⟨

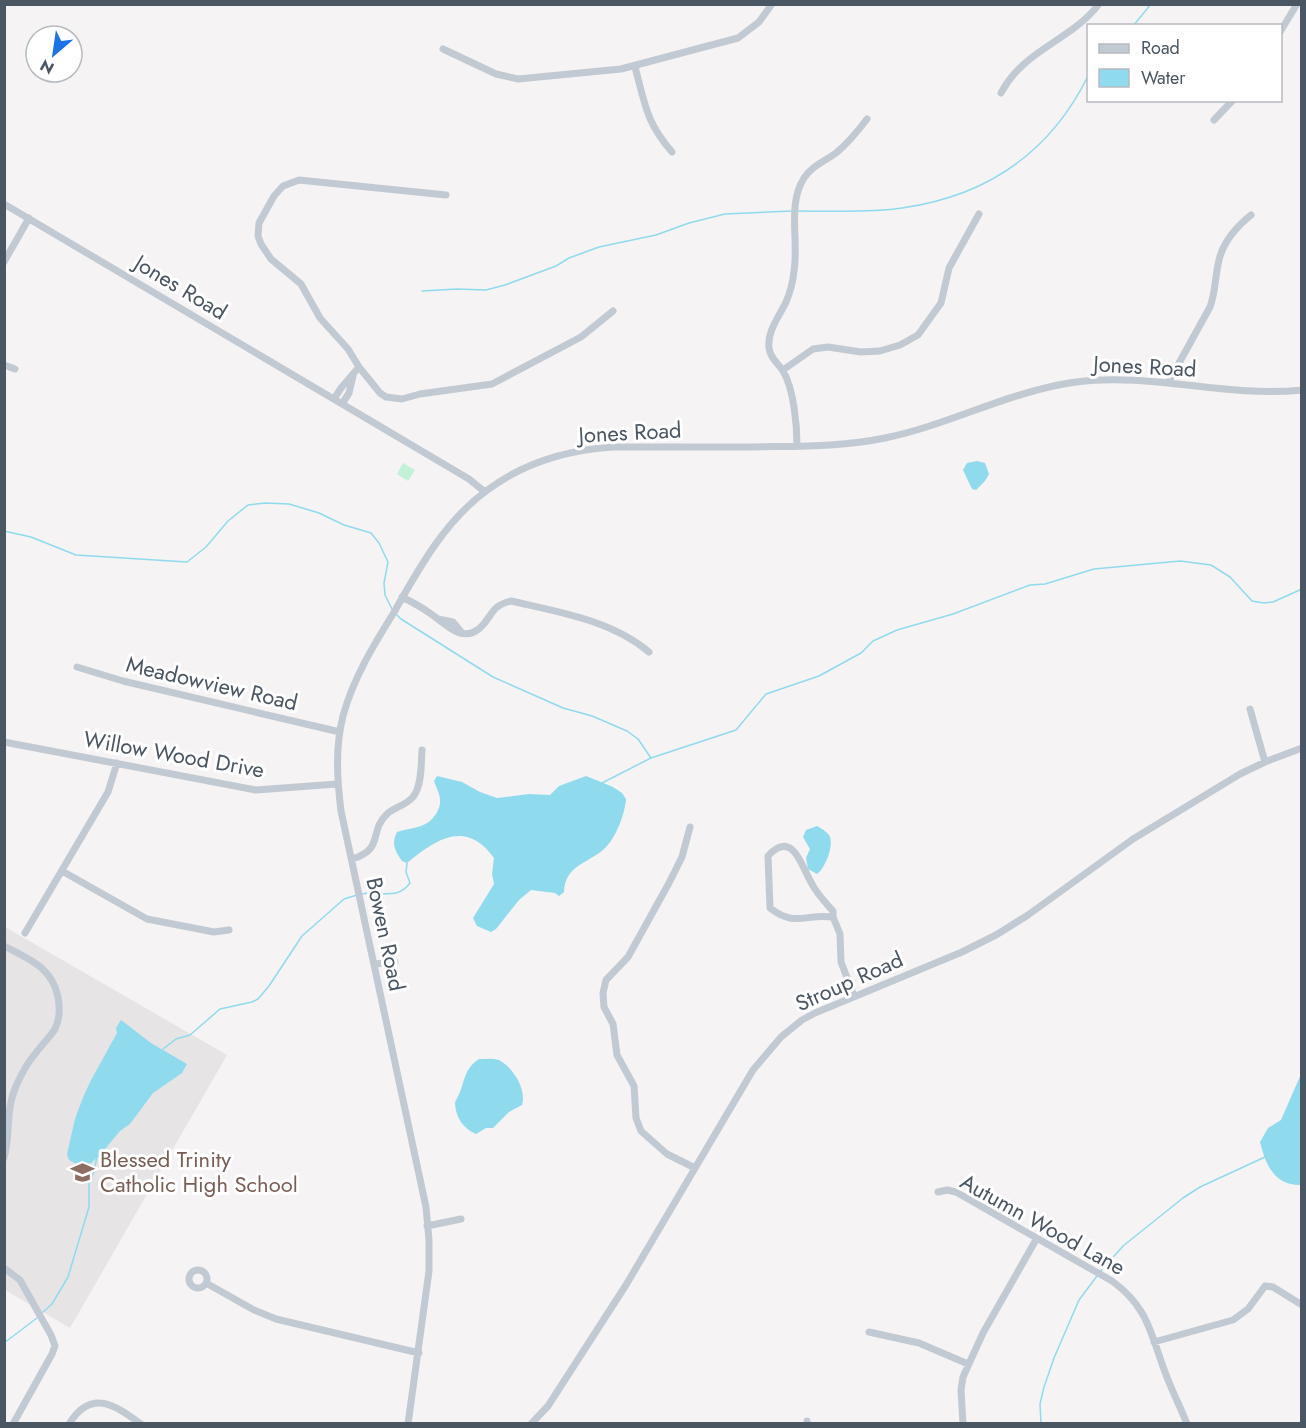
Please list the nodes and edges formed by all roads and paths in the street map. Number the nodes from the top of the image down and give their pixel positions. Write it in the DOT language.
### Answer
graph roads {
  1 [pos="772,4"];
  2 [pos="1100,4"];
  3 [pos="1297,4"];
  4 [pos="1282,30"];
  5 [pos="443,49"];
  6 [pos="635,67"];
  7 [pos="1001,93"];
  8 [pos="1231,102"];
  9 [pos="867,119"];
  10 [pos="1214,120"];
  11 [pos="672,152"];
  12 [pos="446,195"];
  13 [pos="4,204"];
  14 [pos="979,214"];
  15 [pos="1251,215"];
  16 [pos="29,218"];
  17 [pos="4,262"];
  18 [pos="613,310"];
  19 [pos="4,365"];
  20 [pos="359,367"];
  21 [pos="15,369"];
  22 [pos="783,370"];
  23 [pos="353,376"];
  24 [pos="1168,383"];
  25 [pos="1302,390"];
  26 [pos="334,399"];
  27 [pos="342,404"];
  28 [pos="797,446"];
  29 [pos="485,492"];
  30 [pos="402,597"];
  31 [pos="649,652"];
  32 [pos="77,667"];
  33 [pos="1250,709"];
  34 [pos="340,732"];
  35 [pos="4,742"];
  36 [pos="1302,748"];
  37 [pos="422,750"];
  38 [pos="1265,762"];
  39 [pos="117,763"];
  40 [pos="338,784"];
  41 [pos="690,827"];
  42 [pos="352,859"];
  43 [pos="62,871"];
  44 [pos="824,901"];
  45 [pos="819,915"];
  46 [pos="833,918"];
  47 [pos="229,930"];
  48 [pos="25,933"];
  49 [pos="4,945"];
  50 [pos="395,962"];
  51 [pos="375,964"];
  52 [pos="854,996"];
  53 [pos="4,1158"];
  54 [pos="695,1168"];
  55 [pos="938,1192"];
  56 [pos="461,1219"];
  57 [pos="427,1226"];
  58 [pos="1037,1238"];
  59 [pos="4,1268"];
  60 [pos="206,1283"];
  61 [pos="1302,1305"];
  62 [pos="869,1332"];
  63 [pos="1154,1342"];
  64 [pos="419,1353"];
  65 [pos="968,1364"];
  66 [pos="13,1424"];
  67 [pos="69,1424"];
  68 [pos="141,1424"];
  69 [pos="408,1424"];
  70 [pos="531,1424"];
  71 [pos="963,1424"];
  72 [pos="1187,1424"];
  1 -- 6 [label="street"];
  2 -- 7 [label="street"];
  3 -- 4 [label="street"];
  5 -- 6 [label="street"];
  6 -- 11 [label="street"];
  8 -- 10 [label="street"];
  9 -- 22 [label="street"];
  12 -- 20 [label="street"];
  13 -- 16 [label="street, Jones Road"];
  14 -- 22 [label="street"];
  15 -- 24 [label="street"];
  16 -- 17 [label="street"];
  16 -- 26 [label="street, Jones Road"];
  18 -- 20 [label="street"];
  19 -- 21 [label="street"];
  20 -- 23 [label="street"];
  22 -- 28 [label="street"];
  23 -- 26 [label="street"];
  23 -- 27 [label="street"];
  24 -- 25 [label="street, Jones Road"];
  24 -- 28 [label="street, Jones Road"];
  26 -- 27 [label="street, Jones Road"];
  27 -- 29 [label="street, Jones Road"];
  28 -- 29 [label="street, Jones Road"];
  29 -- 30 [label="street, Bowen Road"];
  30 -- 31 [label="street"];
  30 -- 34 [label="street, Bowen Road"];
  32 -- 34 [label="street, Meadowview Road"];
  33 -- 38 [label="street"];
  34 -- 40 [label="street, Bowen Road"];
  35 -- 39 [label="street, Willow Wood Drive"];
  36 -- 38 [label="street, Stroup Road"];
  37 -- 42 [label="street"];
  38 -- 52 [label="street, Stroup Road"];
  39 -- 40 [label="street, Willow Wood Drive"];
  39 -- 43 [label="street"];
  40 -- 42 [label="street, Bowen Road"];
  41 -- 54 [label="street"];
  42 -- 51 [label="street, Bowen Road"];
  43 -- 47 [label="street"];
  43 -- 48 [label="street"];
  44 -- 45 [label="street"];
  44 -- 45 [label="street"];
  44 -- 46 [label="street"];
  45 -- 46 [label="street"];
  46 -- 52 [label="street"];
  49 -- 53 [label="street"];
  50 -- 51 [label="street"];
  51 -- 57 [label="street, Bowen Road"];
  52 -- 54 [label="street, Stroup Road"];
  54 -- 70 [label="street, Stroup Road"];
  55 -- 58 [label="street, Autumn Wood Lane"];
  56 -- 57 [label="street"];
  57 -- 64 [label="street, Bowen Road"];
  58 -- 63 [label="street, Autumn Wood Lane"];
  58 -- 65 [label="street"];
  59 -- 66 [label="street"];
  60 -- 64 [label="street"];
  61 -- 63 [label="street"];
  62 -- 65 [label="street"];
  63 -- 72 [label="street, Autumn Wood Lane"];
  64 -- 69 [label="street, Bowen Road"];
  65 -- 71 [label="street"];
  67 -- 68 [label="street"];
}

⟩

Task objective>
Using the material, show each line where the string "Bowen" can be found.

Response to the task>
  29 -- 30 [label="street, Bowen Road"];
  30 -- 34 [label="street, Bowen Road"];
  34 -- 40 [label="street, Bowen Road"];
  40 -- 42 [label="street, Bowen Road"];
  42 -- 51 [label="street, Bowen Road"];
  51 -- 57 [label="street, Bowen Road"];
  57 -- 64 [label="street, Bowen Road"];
  64 -- 69 [label="street, Bowen Road"];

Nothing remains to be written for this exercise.